C'est grâce à lui si je suis en vie aujourd'hui.

Grâce à lui que, durant vingt ans, j'ai bénéficié du traitement privilégié qui me revenait de droit, même si plus personne ne m'en estimait digne depuis mon infortunée naissance. Grâce à lui si j'ai toujours été correctement traitée, logée, vêtue, et instruite, transformant ce qui aurait dû être un droit en un immense privilège que l'on me faisait en l'honneur de mon frère. Il s'était assuré que je porte bien le nom de mon père, un nom dont la puissance et la renommée me protégerait toute ma vie face à l'adversité. Et il m'avait même doté d'un second prénom duquel je ne me sentais absolument pas digne, mais on ne m'avait jamais demandé mon avis pour quoi que ce soit, et c'était pas près de changer.

Sur mon acte de naissance, il avait donc inscrit de sa main le prénom Héléna à la suite de Svetlana, résumant ainsi en un autre mot tout ce que je représentais pour lui, à ses yeux. Et pourtant, j'étais bien loin d'être à la hauteur de mon prédécesseur... Hélène de Troie était la plus belle, la plus désirée, la plus convoitée, si bien que deux peuples se sont déchirés rien que pour ses beaux yeux. En ce qui me concerne, la seule chose qui pourrait pousser les gens à se battre pour moi, ce serait de savoir à qui incombe la faute de mon existence.

Ou mieux, à qui y mettra un terme le premier.

Oh non, ne croyez pas que je passe ma vie à râler et à m'apitoyer sur mon sort, loin de là, mais quand ça m'arrive, je ne fais pas semblant, et le paysage de plus en plus morne et gris qui défile derrière la vitre sale de ce train brinquebalant ne m'aide pas à afficher un air gai et enjoué. Et puis pour ça, il faudrait d'abord que je sois d'un naturel souriant et optimiste... que je ne suis clairement pas, autant éviter de se voiler la face dès les présentations.

Et puis vous allez voir que j'ai quand même de bonnes raisons de me plaindre.

Frissonnant, je soupire un nuage de vapeur, remonte mon manteau sur mes épaules – ce vieux train est si pourri que le chauffage ne fonctionne plus dans la plupart des wagons, pas plus que les annonces micro d'ailleurs, comme en a témoigné l'atroce gargouillis en début de voyage sans doute censé nous informer de ce léger désagrément tout en nous souhaitant tout de même, pour la forme, un agréable trajet. Le politiquement correct... dans un monde comme le notre, l'hypocrisie de la chose me file littéralement la gerbe. Enfin, ça ne me poserait pas plus de problème que ça si la température extérieure ne frisait pas les moins douze degrés Celsius, l'ennui étant que dans le train lui même, on devait même pas se situer loin au-dessus de la barre du zéro.

Enfin, c'était toujours mieux que « chez moi »... autant essayer de positiver un peu.
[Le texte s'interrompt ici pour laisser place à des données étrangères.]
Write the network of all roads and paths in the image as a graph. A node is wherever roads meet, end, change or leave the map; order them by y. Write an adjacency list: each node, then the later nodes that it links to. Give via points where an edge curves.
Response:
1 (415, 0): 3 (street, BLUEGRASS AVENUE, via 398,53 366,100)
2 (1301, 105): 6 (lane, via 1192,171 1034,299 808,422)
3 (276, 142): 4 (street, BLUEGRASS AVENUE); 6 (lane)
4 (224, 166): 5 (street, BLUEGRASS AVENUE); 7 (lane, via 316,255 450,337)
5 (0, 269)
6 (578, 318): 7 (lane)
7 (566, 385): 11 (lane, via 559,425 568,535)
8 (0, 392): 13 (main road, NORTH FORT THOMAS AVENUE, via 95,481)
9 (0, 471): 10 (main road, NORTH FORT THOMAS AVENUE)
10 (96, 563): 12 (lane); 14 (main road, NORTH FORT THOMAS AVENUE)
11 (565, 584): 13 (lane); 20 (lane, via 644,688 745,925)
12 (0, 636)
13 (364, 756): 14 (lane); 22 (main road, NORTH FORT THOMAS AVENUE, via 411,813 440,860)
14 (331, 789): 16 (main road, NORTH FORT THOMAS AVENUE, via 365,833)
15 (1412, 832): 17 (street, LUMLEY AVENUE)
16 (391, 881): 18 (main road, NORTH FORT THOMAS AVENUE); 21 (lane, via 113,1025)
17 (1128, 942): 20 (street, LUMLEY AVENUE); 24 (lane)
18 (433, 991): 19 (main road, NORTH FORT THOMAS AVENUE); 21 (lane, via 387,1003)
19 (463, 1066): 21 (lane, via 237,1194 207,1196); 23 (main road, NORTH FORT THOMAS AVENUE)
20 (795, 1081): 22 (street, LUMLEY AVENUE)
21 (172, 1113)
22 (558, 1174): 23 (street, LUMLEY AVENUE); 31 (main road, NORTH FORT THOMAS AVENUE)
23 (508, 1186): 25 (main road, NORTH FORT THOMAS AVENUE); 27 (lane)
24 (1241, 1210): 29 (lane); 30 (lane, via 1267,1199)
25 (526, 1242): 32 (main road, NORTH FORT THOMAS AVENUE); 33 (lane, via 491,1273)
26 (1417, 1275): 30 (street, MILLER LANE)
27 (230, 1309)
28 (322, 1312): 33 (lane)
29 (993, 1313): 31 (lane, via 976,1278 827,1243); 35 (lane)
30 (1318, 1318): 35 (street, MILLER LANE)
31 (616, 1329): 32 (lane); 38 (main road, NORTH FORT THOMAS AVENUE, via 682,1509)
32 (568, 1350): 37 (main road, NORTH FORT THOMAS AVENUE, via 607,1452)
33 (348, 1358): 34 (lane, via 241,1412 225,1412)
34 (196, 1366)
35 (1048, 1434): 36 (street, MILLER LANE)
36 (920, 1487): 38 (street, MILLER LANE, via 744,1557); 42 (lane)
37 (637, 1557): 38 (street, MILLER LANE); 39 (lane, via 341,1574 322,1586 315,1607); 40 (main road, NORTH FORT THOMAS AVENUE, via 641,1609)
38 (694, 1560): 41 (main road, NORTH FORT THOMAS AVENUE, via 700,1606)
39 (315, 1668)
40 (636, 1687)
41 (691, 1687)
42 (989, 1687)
- Billet, aboie t-on soudain à côté de mon siège, et je sursaute malgré moi – j'aurais pourtant dû la voir venir, celle là...

Après tout, il aurait été étonnant que je ne me fasse pas contrôler sur un si long trajet. La ligne a beau tomber littéralement en ruine (si si, littéralement), au bout d'un moment, les quelques employés restant doivent finir par se sentir obligés de faire leur travail. Les voyages inter-territoriaux se font rares de nos jours... Repoussant mon manteau reconverti en couverture improvisée, perdant ainsi en l'espace de quelques malheureuses secondes le peu de chaleur que j'avais réussi à emmagasiner, j'ouvre la fermeture éclair du gros sac noir abandonné à mes pieds et sors mon billet un peu froissé pour le tendre au contrôleur. Ne se donnant même pas la peine de croiser mon regard, il me l'arrache des mains et le tourne dans tous les sens comme pour s'assurer que ce n'est pas un faux, que la date est bien valide et qu'il est bien composté, avant d'enfin se décider à y faire son maudit confetti et à me le rendre de mauvaise grâce. S'il avait envie d'un peu d'animation, c'était raté pour aujourd'hui – en tout cas, ce serait pas avec moi.

J'avais eu tellement de mal à l'obtenir, ce billet.

La clef de ma liberté.

Le lissant un peu pour essayer de lui redonner un minimum d'allure, j'abandonnais rapidement l'idée et le rangeais soigneusement dans mon sac, à sa place, avant de me recaler dans mon siège en soupirant de plus belle. J'étais presque arrivée, et le voyage avait semblé s'étendre à l'infini, encore et encore – j'avais l'impression d'avoir passé toute ma vie dans le train, et j'aurais presque préféré tient. Enfin, maintenant que j'arrivais à Amsterdam, tout allait changer.

Normalement.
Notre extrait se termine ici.